Сон, какой чудесный сон. Так хочу, чтобы он не кончался! Боюсь шевельнуться, осознать, что я снова один на кровати. Что её рядом нет. И потому я лежу неподвижно. Вновь и вновь вспоминаю минувшую ночь…
Вита была несравненной! Такой, какой я давно не видел её. Она была вся, вся — моя. Каждой клеточкой тела, каждым изгибом и каждой из впадинок, льнула ко мне, отдавалась моей ненасытной любви. А я… Я был ненасытен! Ох, как я был ненасытен! Я хотел её всю, и везде, и по-всякому. Словно мой внутренний зверь пробудился. Воспрянул от долгого сна.

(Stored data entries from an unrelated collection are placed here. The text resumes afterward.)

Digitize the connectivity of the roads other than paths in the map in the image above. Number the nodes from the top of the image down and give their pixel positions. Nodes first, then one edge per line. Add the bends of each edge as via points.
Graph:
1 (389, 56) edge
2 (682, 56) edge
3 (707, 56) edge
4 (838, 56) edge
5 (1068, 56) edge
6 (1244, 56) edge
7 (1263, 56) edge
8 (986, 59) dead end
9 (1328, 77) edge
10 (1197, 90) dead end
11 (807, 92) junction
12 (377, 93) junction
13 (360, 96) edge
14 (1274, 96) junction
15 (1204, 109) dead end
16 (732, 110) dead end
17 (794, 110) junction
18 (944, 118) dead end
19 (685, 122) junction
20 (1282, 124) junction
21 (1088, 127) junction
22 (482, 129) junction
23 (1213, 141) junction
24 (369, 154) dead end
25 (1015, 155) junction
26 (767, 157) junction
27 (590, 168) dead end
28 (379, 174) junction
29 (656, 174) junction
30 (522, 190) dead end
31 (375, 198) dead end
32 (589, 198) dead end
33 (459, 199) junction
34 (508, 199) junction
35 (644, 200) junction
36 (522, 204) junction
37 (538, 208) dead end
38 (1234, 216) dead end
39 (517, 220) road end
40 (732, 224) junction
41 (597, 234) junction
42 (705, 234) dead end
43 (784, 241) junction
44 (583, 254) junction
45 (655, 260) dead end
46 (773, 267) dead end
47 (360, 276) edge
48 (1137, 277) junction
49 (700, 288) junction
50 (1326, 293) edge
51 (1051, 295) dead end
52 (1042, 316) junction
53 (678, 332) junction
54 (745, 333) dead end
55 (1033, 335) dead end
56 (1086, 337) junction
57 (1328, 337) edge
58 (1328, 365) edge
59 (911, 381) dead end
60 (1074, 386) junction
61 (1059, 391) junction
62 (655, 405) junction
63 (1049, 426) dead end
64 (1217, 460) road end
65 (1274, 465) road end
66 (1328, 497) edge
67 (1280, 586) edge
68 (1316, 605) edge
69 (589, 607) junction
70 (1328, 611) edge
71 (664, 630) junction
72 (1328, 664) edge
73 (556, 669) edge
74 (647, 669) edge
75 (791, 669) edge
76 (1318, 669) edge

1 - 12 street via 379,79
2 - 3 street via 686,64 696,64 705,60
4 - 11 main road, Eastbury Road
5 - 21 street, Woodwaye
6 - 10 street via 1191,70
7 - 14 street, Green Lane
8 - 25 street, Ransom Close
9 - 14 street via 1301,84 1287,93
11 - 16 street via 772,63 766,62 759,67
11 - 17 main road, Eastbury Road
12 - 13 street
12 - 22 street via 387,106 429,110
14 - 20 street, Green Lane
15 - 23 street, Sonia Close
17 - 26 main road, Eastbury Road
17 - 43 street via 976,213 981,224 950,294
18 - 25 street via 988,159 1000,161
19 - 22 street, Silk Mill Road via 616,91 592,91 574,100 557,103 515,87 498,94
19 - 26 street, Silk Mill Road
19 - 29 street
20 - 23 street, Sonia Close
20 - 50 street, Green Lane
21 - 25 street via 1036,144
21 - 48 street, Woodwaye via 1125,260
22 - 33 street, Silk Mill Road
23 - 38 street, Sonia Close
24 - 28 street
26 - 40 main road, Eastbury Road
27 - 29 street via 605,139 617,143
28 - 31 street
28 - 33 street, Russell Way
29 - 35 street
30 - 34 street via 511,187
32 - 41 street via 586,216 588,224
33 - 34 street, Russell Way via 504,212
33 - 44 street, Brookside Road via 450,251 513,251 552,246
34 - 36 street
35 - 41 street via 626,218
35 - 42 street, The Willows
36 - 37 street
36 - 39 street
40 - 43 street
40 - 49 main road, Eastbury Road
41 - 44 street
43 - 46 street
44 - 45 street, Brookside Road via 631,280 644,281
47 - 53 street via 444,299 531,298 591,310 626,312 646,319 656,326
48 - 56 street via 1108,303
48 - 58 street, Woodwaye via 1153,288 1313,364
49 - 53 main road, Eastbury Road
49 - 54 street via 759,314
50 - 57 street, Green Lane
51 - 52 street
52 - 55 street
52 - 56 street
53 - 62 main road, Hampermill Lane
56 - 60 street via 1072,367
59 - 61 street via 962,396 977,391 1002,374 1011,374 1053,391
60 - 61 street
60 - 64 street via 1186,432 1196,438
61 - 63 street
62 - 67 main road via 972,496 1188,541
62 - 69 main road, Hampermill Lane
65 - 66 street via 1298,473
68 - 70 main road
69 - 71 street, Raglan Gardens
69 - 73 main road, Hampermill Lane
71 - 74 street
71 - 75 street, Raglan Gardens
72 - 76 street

— Косенька, Косенька, даааа, — причитал она. Прижимала к себе, погружая в мою шевелюру свои тонкие пальцы. И давала себя целовать абсолютно везде.
Я полагал, что насытился ею. Но всякий раз, чуть остыв, ощущал новый острый подъём, новый приступ желания.

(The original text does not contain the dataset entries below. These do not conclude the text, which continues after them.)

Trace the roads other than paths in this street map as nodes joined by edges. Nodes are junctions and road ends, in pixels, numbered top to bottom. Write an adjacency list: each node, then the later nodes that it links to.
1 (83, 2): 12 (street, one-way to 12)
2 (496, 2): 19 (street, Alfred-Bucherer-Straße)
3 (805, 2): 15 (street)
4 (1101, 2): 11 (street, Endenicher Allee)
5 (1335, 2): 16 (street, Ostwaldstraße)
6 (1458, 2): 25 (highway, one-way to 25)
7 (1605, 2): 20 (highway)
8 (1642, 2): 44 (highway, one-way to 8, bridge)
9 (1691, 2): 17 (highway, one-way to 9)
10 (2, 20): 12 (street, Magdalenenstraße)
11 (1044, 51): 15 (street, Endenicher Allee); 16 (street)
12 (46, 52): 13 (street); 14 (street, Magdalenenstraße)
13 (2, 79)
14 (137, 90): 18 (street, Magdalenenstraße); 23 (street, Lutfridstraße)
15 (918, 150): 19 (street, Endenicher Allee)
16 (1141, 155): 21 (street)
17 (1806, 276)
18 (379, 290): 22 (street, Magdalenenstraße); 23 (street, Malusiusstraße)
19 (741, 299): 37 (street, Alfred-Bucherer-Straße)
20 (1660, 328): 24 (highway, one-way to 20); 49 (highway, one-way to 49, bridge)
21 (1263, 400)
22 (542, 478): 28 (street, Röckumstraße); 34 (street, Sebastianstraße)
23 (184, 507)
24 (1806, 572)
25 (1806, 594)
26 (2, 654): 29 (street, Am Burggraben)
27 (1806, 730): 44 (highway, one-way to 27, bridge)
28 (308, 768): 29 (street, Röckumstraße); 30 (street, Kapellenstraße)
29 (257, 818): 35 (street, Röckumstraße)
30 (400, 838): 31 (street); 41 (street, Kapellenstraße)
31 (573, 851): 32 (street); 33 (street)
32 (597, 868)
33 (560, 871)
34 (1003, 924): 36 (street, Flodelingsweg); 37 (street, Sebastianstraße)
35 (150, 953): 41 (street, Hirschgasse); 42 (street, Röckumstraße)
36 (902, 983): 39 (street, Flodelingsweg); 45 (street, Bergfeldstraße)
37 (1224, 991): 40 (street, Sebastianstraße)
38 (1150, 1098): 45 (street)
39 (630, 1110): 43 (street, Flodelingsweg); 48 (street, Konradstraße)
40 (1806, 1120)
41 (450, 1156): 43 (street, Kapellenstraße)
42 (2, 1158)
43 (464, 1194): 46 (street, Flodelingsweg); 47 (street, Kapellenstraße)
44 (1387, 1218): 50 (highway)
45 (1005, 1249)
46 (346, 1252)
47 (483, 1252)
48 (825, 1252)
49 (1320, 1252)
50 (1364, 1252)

— Ты кончила? — этот вопрос не озвучил ни разу. Я итак знал, что да! Она кончила. Множество раз. Подо мной, и на мне. И когда я был сзади. И когда прижимал её голое тело к стене и держал на весу. И когда целовал её нежную, сладкую плоть. И когда проникал в неё пальцем.
— Мммм, Кося, Кось, я уже…, - запрокинувшись, Вита тонула в неистовой буре эмоций, которую нам подарила волшебная ночь.
Я теперь даже думаю. Может быть, это на пользу? Ну, этот разлад. Расставание. Нет, естественно, я продолжаю себя укорять за измену! Но этот божественный секс… Мы давно не любили так сильно. Телами. И душами. Словно любовь зазвучала внутри как по нотам…
Глаза открываются. Вижу кровать. Белый выступ подушки. Знакомая комната, где я бывал много раз. Но в первый раз в жизни любил в ней Виталю. Потянувшись, я ложусь на спину. Подложив руки под голову, улыбаюсь своим дурным мыслям. Впервые я здесь! Как любовник. Как муж.
«А я осквернил ваше ложе, сударыня. То, где вы занимались любовью с другим». И Богачёвских вещей тут не видно. Я думал, признаться, что он тут живёт! Ну, хотя бы является часто. Приходит с ночёвками, как было тогда…
Превозмогая боль в голове, поднимаюсь. Выпили с Виткой изрядно вчера. Ну, и пусть! Если так было нужно «для дела». Дело сделано! Вита, я думаю, тоже дольна. Более чем. Уж мне ли не знать? А уж я как доволен, не сказать словами! Думаю, теперь будет правильным съехать отсюда, вернуться домой. Погрустила отдельно и хватит. Наказала меня, я всё понял, я всё осознал. Давай начинать всё с нуля? Успеем к приезду Антона.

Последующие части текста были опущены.